La novella è divisa in tre macrosequenze:

  1. Descrive Mazzarò e tutta la sua roba: i periodi sono lunghi e si usa molto l’enumerazione per polisindeto che da la sensazione di dilatare lo spazio della terra di Mazzarò; sembra che tutto appartiene a lui anche cose che in realtà non possono appartenere all’uomo.
  2. Descrive come Mazzarò sia riuscito ad accumulare tanta “roba” e come riesce a conservarla.
  3. Descrive la vecchiaia e la morte di Mazzarò.

La struttura del racconto è a intreccio (presenza del flashback). La narrazione è sviluppata attraverso tre fasi: situazione iniziale (1°), esordio (2°), scioglimento (3°). Il momento di massima tensione è nell’ultima sequenza quando Mazzarò si rende conto che la morte sta per giungere e lui non potrà, anche se vuole, portarsi la “roba” con lui.

Il rapporto fra tempo della storia e tempo del racconto non corrisponde dato che il primo è più lungo del secondo.

Lo spazio è ampio, lo sfondo è quello dell’ambiente di vita di Mazzarò.

LA ROBA, COMMENTO AI PERSONAGGI

Il personaggio principale della novella è Mazzarò. verga lo descrive in modo molto dettagliato sia dal punto di vista fisico che psicologico.

  • Caratterizzazione fisica: Egli era un omiciattolo, Di grasso non aveva che la pancia
  • Forza fisica: Quando andava senza scarpe a lavorare la terra, Aveva provato quel che ci vuole a fare i tre tarì della giornata, nel mese di luglio, a star colla schiena curva 14 ore, col soprastante a cavallo dietro, che vi piglia e nerbate se fate di rizzarvi un momento.
  • Caratterizzazione psicologica: Era ricco come un maiale, Non mangiava altro che due soldi di pane, Aveva la testa che era un brillante

LA ROBA: STILE E TEMI

Il narratore è assente dalla storia come personaggio: egli segue la storia senza rendersi visibile. Il narratore è pertanto esterno.
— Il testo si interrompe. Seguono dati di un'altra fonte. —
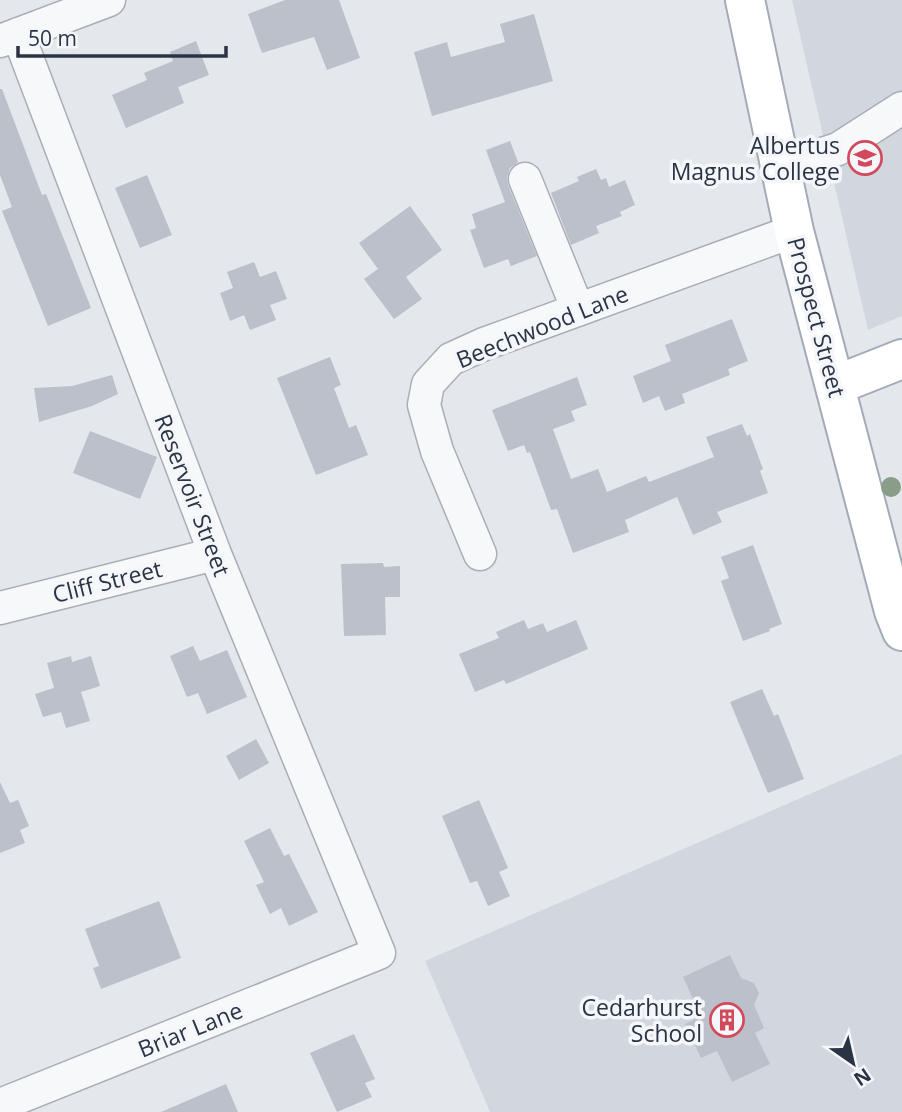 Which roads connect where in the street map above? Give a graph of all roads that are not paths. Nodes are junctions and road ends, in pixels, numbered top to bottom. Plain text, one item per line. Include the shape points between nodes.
1 (109, 0) edge
2 (745, 0) edge
3 (9, 38) edge
4 (902, 107) edge
5 (780, 168) junction
6 (525, 179) dead end
7 (794, 231) junction
8 (578, 310) junction
9 (902, 359) edge
10 (836, 385) junction
11 (215, 554) junction
12 (480, 554) dead end
13 (0, 608) edge
14 (902, 631) edge
15 (379, 953) joint
16 (0, 1105) edge

1 - 3 street
2 - 5 main road, Prospect Street
3 - 11 street, Reservoir Street
4 - 5 street via 838,149
5 - 7 main road, Prospect Street
6 - 8 street
7 - 8 street, Beechwood Lane
7 - 10 main road, Prospect Street
8 - 12 street, Beechwood Lane via 451,359 428,384 424,405 437,451
9 - 10 main road
10 - 14 main road, Prospect Street
11 - 13 street, Cliff Street
11 - 15 street, Reservoir Street
15 - 16 street, Briar Lane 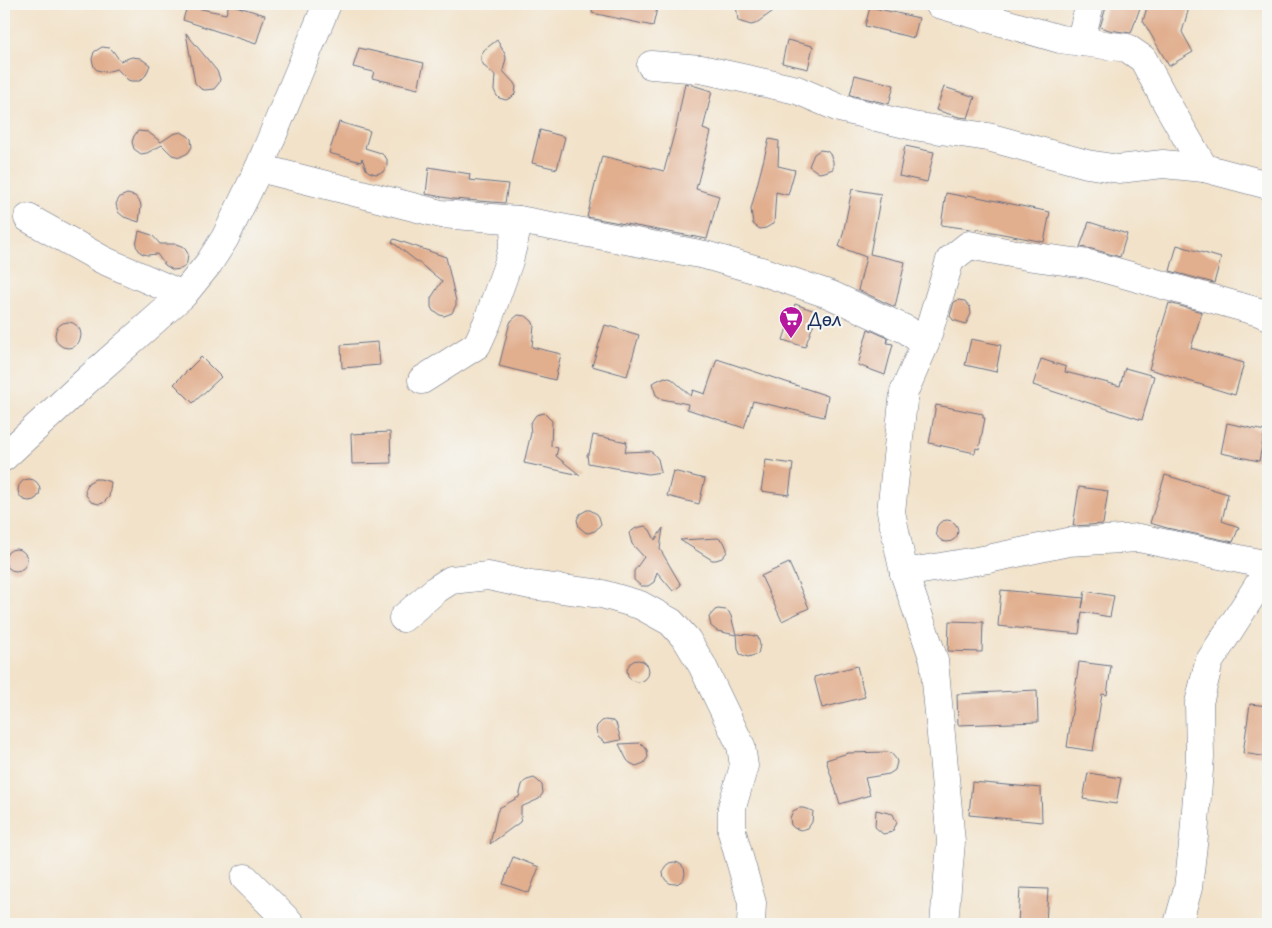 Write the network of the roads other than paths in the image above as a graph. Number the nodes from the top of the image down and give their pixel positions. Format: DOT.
graph roads {
  1 [pos="327,4"];
  2 [pos="939,4"];
  3 [pos="1090,4"];
  4 [pos="1080,42"];
  5 [pos="651,65"];
  6 [pos="259,168"];
  7 [pos="1204,168"];
  8 [pos="1268,184"];
  9 [pos="28,218"];
  10 [pos="518,220"];
  11 [pos="184,295"];
  12 [pos="1268,316"];
  13 [pos="924,344"];
  14 [pos="422,380"];
  15 [pos="4,458"];
  16 [pos="1268,565"];
  17 [pos="1268,570"];
  18 [pos="904,573"];
  19 [pos="402,618"];
  20 [pos="246,878"];
  21 [pos="291,924"];
  22 [pos="751,924"];
  23 [pos="944,924"];
  24 [pos="1178,924"];
  1 -- 6 [label="street"];
  2 -- 4 [label="street"];
  3 -- 4 [label="street"];
  4 -- 7 [label="street"];
  5 -- 7 [label="street"];
  6 -- 10 [label="street"];
  6 -- 11 [label="street"];
  7 -- 8 [label="street"];
  9 -- 11 [label="street"];
  10 -- 13 [label="street"];
  10 -- 14 [label="street"];
  11 -- 15 [label="street"];
  12 -- 13 [label="street"];
  13 -- 18 [label="street"];
  16 -- 18 [label="street"];
  17 -- 24 [label="street"];
  18 -- 23 [label="street"];
  19 -- 22 [label="street"];
  20 -- 21 [label="street"];
}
Nella novella Verga fa largo uso del discorso indiretto libero per dare la parola ai personaggi.

Nelle sue scelte lessicali, Verga utilizza un linguaggio parlato che fa riferimento ad animali e proverbi. In questa novella l’uomo è vittima di un destino implacabile che non dà mai tregua alla sofferenza.

Mazzarò è il protagonista assoluto della novella, che si inserisce a pieno titolo nel filone verista e mostra in tutto il racconto un fondo di pessimismo - l’uomo è sempre vittima del destino e non può cambiarlo continuando a soffrire.

L’autore (come in tutte le novelle veriste) rappresenta la realtà in modo oggettivo, senza commentarla o interpretarla; nell’opera deve emergere solo il fatto, così come lo vive il protagonista.